The study revealed that high fruit consumer mothers were protected against preeclampsia. Fruit consumer mothers are about 68% less likely to develop preeclampsia as compared to their counterparts. This finding was inconsistent with previous studies conducted in Bahir Dar, Ethiopia,26 the Tigray region,13 and Cairo, Egypt.24 On the other hand, this finding was supplemented by a systematic review and meta-analysis study where the use of calcium,15,30 vitamin D,30,31 folic acid, and resveratrol during pregnancy was found to be a protective effect for hypertensive disorders of pregnancy.30 Fruits are rich in calcium and folic acid, vitamin D, and minerals which play an antioxidant role which could in turn help in the prevention of hypertensive disorders of pregnancy.
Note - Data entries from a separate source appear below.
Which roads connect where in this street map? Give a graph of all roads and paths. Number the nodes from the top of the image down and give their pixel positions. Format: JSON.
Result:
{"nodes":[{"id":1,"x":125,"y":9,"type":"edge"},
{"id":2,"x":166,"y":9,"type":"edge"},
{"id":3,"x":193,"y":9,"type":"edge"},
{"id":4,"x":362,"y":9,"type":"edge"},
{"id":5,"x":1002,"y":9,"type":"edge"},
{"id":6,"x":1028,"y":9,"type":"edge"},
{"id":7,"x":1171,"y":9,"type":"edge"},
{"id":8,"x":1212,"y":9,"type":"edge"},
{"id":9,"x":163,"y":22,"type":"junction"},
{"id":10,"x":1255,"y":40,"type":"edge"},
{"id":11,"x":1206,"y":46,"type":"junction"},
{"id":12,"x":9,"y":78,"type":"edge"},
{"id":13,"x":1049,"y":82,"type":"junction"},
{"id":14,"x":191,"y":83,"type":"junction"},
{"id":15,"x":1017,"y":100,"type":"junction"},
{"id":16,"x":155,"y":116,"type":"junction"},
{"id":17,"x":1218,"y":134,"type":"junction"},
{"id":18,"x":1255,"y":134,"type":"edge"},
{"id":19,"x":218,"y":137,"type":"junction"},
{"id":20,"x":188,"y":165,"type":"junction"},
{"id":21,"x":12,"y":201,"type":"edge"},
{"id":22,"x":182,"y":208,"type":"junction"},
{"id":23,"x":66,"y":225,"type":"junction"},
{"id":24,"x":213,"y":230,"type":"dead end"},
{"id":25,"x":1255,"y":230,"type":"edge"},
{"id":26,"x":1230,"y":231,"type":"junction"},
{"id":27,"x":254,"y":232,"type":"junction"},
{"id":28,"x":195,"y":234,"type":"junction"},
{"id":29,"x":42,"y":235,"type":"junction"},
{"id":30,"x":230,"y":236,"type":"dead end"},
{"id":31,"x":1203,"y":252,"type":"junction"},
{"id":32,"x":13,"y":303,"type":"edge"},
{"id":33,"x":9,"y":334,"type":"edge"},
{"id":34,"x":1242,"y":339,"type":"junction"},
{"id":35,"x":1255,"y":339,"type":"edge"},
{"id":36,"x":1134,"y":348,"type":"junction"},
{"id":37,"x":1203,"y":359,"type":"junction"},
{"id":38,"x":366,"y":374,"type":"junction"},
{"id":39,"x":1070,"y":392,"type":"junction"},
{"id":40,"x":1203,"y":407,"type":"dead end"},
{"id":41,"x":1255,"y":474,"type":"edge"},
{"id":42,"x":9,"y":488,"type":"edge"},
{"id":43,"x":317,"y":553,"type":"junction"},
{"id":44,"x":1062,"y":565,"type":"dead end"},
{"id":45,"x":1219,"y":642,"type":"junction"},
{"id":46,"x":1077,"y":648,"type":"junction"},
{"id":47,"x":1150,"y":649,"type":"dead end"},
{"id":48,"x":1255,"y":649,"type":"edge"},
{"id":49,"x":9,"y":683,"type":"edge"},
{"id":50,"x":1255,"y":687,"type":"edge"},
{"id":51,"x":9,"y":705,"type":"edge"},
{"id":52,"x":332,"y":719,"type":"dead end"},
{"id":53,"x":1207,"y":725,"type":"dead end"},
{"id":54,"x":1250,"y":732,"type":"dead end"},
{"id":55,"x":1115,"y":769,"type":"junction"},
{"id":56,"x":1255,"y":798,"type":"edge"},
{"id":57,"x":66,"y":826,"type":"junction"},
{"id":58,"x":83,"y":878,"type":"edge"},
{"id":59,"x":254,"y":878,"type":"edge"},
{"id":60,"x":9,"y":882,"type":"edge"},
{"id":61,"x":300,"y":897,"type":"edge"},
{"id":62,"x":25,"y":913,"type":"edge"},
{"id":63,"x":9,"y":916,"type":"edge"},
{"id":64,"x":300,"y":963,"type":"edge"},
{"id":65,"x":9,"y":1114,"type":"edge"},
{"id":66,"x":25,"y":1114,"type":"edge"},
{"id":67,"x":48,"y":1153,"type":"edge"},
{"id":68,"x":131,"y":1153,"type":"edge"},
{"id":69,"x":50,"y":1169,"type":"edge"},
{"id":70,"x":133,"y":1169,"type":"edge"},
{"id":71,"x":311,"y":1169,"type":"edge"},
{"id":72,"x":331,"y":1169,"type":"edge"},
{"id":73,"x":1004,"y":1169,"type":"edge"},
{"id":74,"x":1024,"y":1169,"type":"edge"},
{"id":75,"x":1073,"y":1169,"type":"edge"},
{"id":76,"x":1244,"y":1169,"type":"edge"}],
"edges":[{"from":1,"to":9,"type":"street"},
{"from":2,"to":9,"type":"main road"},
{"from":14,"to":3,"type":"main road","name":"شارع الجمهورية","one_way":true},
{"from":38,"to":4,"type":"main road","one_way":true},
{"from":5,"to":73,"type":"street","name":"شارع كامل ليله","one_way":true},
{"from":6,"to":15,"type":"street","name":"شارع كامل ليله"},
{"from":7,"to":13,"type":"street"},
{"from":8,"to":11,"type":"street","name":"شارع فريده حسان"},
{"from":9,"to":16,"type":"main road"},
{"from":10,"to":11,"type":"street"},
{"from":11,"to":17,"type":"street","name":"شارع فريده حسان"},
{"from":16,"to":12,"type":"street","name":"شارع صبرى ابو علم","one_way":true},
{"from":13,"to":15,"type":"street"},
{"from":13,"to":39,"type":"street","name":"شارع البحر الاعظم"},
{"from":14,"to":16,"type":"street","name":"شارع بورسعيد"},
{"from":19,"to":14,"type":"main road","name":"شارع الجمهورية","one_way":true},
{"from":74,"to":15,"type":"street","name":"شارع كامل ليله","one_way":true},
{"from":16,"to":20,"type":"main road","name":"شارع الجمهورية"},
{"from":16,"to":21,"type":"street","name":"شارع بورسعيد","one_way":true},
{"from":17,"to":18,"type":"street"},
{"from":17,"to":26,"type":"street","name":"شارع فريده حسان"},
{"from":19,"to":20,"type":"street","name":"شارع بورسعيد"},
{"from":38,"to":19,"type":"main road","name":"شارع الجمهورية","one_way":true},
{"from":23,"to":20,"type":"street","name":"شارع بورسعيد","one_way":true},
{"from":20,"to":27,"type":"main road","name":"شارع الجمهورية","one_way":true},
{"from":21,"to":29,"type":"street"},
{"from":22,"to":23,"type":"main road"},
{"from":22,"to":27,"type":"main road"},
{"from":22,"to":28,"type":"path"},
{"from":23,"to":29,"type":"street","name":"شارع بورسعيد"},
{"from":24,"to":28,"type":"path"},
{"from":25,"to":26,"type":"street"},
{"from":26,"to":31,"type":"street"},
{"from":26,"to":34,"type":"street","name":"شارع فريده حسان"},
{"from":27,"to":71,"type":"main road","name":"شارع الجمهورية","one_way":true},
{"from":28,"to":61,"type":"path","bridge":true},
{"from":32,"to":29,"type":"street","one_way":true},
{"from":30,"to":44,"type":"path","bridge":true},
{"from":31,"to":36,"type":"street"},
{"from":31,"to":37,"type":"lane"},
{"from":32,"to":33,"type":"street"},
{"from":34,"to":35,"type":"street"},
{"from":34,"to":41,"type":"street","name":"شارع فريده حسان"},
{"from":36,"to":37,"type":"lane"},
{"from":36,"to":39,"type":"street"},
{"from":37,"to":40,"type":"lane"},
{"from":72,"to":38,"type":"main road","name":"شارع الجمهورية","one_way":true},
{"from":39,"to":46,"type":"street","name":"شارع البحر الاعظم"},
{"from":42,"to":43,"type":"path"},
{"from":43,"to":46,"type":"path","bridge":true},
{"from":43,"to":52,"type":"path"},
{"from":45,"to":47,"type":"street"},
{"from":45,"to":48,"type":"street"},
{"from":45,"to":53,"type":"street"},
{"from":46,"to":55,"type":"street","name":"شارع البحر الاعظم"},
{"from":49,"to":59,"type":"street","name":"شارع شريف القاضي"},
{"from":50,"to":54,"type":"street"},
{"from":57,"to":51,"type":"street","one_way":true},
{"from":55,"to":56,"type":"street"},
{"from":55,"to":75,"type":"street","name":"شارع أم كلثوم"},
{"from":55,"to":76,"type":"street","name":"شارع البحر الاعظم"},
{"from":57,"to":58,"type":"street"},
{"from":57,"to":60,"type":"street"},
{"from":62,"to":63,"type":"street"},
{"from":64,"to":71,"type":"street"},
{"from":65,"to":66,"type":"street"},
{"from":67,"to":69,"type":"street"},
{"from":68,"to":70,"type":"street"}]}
Conclusions and Recommendations

In conclusion, pregnant mothers at higher age (>35 years), rural residents, those having a family history of hypertension and prim gravidity were at high risk to have preeclampsia. Mothers who consume fruits in their diet were regularly at less risk to have preeclampsia. Thus, healthcare providers shall give priority to pregnant mothers in the older age category, primigravida, those who have a history of a family with hypertension, and from rural residences to diagnose the diseases as early as possible. Additionally, advising pregnant mothers attending antenatal care to consume fruits as early as possible in their daily diet reduces the risk of preeclampsia.

Abbreviations

ANC, antenatal care; AOR, adjusted odds ratio; CI, confidence interval; COC, combined oral contraceptive; COR, crude odds ratio; DM, diabetes mellitus; G.C, Gregorian calendar; MCH, maternal and child health; MUAC, mid-upper arm circumference; PIH, pregnancy-induced hypertension; UTI, urinary tract infection.

Ethics and Consent to Participate

A letter of ethical clearance was obtained from the Institutional Review Board (IRB) of Adama General Hospital and Medical College. A permission letter was attained from the medical director of each facility for getting necessary information; Record reviewing and interviewing concerned individuals residing in Hospital. The aim of the study was explained briefly to the mothers and confidentiality was assured. Finally, oral informed consent was obtained from each mother to proceed with data collection after approval of the IRB of the Adama General Hospital and Medical College approved verbal informed consent. The study was conducted in accordance with the Declaration of Helsinki.

Acknowledgment

We would like to acknowledge Adama General Hospital and Medical College, data collectors and supervisors, study participants, friends, and family members for their support.

Author Contributions

All authors (Fikre Hambamo Katore, Abenet Menene Gurara, and Teresa Kisi Beyen) made substantial contributions in the conception, design, analysis, and interpretation of data as well as took part in drafting the article, revising it critically for important intellectual content; agreed to submit to the current journal; gave final approval of the version to be published; and agree to be accountable for all aspects of the work.

Disclosure

The authors declared that there were no competing interests in this work.